01:23:24 <ehird> My page editor reduces and enlarges and sizes shapes proportionately in and
01:23:26 <ehird> out of groups and it does it all without real numbers. Master Kronecker was
01:23:26 <AnMaster> !slashes \\
01:23:28 <ehird> right when he said, in German, "The dear God created the whole numbers; all
01:23:28 <oerjan> !slashes /ab/bc/aaaab
01:23:29 <EgoBot> bcccc
01:23:30 <ehird> else is the work of man." I'm not interested in menschenwerk.
01:23:30 <AnMaster> fail
01:23:32 <ehird> nooga: yes
01:23:34 <ehird> it's serious
01:23:42 <nooga> nooooo
01:23:44 <AnMaster> GregorR, when are you going to fix that bug
01:23:47 <nooga> there's no way
01:23:54 <AnMaster> GregorR, with \ in !slashes
01:24:09 <pikhq> nooga: They've got a price tag.
01:24:10 <Slereah_> There should be an osmosian compiler on EsCo
01:24:16 <oerjan> AnMaster: what bug?
01:24:19 <oerjan> oh dear
01:24:24 <AnMaster> !slashes \\
01:24:26 * oerjan forgot about that
01:24:27 <AnMaster> !slashes \\\
01:24:29 <AnMaster> !slashes \\\\
01:24:29 <EgoBot> \
01:24:33 <AnMaster> that one
01:24:41 * oerjan goes to double all \'s
01:24:44 <ehird> Last step.

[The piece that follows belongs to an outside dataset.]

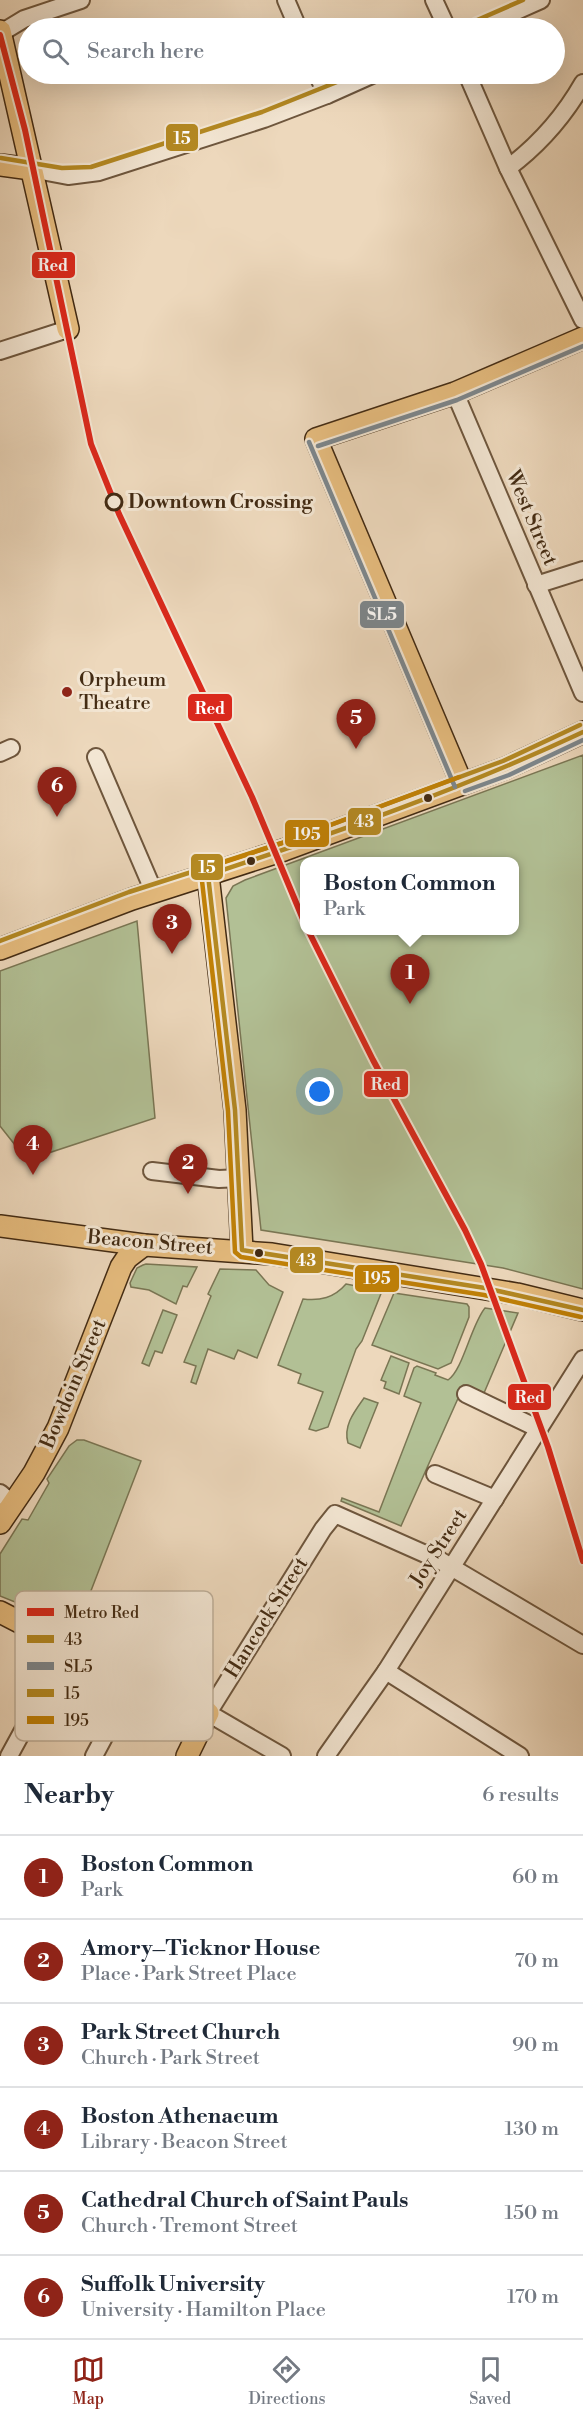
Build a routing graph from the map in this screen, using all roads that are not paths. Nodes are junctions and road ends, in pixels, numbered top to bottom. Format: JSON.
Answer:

Make a new text file in our new directory and call it whatever you
01:24:44 <ehird> please. But don't give it an extension. I only compile files with no extension.
01:24:50 <ehird> so if you give it an extension it rejects it?
01:24:51 <ehird> awesome
01:24:52 <nooga> what's EsCo? can't google it
01:24:55 <ehird> nooga: shit
01:25:06 <Slereah_> EsCo is another bad thing
01:25:18 <pikhq> nooga: Compiler suite for esolangs; work in progress.
01:25:29 <nooga> erm....
01:25:39 <AnMaster> EsCo... yeah
01:25:41 <pikhq> Mostly, I've seen its BF compiler. Pretty good.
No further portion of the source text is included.